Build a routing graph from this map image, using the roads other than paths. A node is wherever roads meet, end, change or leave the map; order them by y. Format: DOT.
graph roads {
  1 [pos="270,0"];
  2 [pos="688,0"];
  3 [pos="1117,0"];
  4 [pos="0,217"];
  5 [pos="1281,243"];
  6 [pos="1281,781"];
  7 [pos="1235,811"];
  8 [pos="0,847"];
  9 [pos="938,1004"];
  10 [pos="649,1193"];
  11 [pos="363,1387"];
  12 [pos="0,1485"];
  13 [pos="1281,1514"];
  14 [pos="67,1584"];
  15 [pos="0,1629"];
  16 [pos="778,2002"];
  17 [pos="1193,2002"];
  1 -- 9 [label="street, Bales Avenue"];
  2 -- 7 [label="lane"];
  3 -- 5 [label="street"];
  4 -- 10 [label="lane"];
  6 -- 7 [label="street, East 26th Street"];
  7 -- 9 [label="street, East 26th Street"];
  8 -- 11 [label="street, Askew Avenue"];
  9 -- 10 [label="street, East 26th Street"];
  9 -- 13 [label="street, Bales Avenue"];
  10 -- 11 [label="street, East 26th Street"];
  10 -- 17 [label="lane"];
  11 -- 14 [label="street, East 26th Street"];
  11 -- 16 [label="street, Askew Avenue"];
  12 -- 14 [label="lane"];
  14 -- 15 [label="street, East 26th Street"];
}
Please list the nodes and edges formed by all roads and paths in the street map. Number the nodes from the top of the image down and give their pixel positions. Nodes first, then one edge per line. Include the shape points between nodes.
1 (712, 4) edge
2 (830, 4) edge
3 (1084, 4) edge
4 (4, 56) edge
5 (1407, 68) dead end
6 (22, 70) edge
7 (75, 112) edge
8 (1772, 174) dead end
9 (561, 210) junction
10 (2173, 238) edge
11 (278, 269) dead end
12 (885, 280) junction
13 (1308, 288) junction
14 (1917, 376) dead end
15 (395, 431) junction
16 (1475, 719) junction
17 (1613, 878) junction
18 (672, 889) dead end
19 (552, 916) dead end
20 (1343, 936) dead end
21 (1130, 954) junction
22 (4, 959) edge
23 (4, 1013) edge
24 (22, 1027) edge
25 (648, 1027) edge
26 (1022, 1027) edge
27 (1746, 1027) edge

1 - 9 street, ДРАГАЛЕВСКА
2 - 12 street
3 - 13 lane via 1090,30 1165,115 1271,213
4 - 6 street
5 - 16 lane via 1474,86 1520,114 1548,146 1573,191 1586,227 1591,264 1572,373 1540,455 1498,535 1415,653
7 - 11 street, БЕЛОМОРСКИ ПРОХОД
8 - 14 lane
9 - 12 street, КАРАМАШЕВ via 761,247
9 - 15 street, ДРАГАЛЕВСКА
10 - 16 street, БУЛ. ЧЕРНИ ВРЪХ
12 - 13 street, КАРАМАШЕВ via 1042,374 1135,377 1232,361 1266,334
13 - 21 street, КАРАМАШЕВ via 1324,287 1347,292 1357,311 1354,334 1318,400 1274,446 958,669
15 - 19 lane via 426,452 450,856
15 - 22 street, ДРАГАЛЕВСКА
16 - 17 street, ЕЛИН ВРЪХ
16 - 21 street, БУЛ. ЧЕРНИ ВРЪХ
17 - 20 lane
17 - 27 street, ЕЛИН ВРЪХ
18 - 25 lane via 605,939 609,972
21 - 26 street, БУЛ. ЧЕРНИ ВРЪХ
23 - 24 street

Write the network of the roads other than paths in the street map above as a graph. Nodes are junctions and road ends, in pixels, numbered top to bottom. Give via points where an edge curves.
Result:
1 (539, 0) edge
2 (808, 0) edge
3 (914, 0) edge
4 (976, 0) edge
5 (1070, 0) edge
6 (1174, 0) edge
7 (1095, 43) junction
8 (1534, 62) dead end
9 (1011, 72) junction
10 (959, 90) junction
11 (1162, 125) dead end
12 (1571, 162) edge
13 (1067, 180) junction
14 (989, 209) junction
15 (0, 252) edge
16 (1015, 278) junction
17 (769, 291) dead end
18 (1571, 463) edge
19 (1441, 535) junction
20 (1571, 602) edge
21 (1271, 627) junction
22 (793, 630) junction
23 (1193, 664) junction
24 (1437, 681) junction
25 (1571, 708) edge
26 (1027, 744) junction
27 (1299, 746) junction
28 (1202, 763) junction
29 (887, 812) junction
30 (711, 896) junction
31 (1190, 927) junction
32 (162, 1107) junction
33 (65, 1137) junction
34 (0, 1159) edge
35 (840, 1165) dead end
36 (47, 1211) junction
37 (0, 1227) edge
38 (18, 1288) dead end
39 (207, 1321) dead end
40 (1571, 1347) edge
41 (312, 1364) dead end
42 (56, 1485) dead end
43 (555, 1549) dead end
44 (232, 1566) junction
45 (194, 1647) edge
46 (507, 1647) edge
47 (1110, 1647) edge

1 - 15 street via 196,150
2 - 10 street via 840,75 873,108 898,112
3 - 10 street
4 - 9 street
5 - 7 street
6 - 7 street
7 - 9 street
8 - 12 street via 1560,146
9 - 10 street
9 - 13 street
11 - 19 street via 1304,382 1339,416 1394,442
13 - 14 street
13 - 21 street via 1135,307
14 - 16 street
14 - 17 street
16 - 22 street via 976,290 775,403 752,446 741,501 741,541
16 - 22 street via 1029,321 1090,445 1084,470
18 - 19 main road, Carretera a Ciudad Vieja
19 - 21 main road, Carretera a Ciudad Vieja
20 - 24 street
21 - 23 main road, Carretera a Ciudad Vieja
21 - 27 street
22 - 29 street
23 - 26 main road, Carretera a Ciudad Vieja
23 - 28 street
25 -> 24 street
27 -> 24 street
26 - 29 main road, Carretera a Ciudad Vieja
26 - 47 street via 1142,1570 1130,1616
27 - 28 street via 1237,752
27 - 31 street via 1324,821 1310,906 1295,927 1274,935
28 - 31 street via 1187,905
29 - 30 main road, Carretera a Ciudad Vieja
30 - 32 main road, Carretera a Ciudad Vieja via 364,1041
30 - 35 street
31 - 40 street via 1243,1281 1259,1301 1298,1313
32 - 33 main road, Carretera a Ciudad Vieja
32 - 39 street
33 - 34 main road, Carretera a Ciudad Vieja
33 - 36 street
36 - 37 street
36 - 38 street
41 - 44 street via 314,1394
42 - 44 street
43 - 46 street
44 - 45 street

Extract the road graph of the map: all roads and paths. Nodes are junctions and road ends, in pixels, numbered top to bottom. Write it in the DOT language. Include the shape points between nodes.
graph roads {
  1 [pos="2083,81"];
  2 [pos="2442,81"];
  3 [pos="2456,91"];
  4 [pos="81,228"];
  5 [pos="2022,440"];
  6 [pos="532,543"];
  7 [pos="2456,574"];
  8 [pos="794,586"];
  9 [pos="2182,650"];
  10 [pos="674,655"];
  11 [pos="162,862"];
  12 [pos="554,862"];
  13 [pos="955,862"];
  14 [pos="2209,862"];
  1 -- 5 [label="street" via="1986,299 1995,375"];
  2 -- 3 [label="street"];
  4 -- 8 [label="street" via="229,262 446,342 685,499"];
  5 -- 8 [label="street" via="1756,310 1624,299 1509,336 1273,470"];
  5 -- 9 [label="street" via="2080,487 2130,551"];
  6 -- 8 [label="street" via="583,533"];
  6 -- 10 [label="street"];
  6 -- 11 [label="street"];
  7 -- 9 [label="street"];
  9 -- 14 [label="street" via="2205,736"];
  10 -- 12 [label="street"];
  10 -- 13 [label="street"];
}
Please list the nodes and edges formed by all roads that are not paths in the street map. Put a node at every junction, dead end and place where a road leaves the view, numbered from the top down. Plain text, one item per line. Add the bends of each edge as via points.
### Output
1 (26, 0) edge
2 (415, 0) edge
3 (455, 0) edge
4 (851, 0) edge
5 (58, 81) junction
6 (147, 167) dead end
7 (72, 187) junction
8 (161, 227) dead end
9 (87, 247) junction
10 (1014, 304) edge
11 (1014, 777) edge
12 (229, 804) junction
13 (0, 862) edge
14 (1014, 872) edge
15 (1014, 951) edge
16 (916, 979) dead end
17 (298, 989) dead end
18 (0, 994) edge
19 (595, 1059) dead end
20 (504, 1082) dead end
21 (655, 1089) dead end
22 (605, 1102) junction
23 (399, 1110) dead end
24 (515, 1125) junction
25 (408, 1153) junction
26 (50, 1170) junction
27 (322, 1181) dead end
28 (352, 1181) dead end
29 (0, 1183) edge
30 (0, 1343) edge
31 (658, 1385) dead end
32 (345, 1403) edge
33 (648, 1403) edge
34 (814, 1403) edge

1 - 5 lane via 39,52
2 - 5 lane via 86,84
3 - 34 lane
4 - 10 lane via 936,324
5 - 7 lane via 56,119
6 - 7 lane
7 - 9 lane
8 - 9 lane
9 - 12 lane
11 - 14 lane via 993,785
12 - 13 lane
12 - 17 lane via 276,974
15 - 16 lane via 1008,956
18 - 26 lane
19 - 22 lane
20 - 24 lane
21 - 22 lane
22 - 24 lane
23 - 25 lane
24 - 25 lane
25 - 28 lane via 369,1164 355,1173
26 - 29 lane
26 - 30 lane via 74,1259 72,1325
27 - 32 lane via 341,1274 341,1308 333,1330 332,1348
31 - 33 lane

_____

**WHAT TO WORK ON**
Tell how many lines in the entries contain the string "numbered". Give the number and nothing more.

**RESPONSE TO THE EXERCISE**
3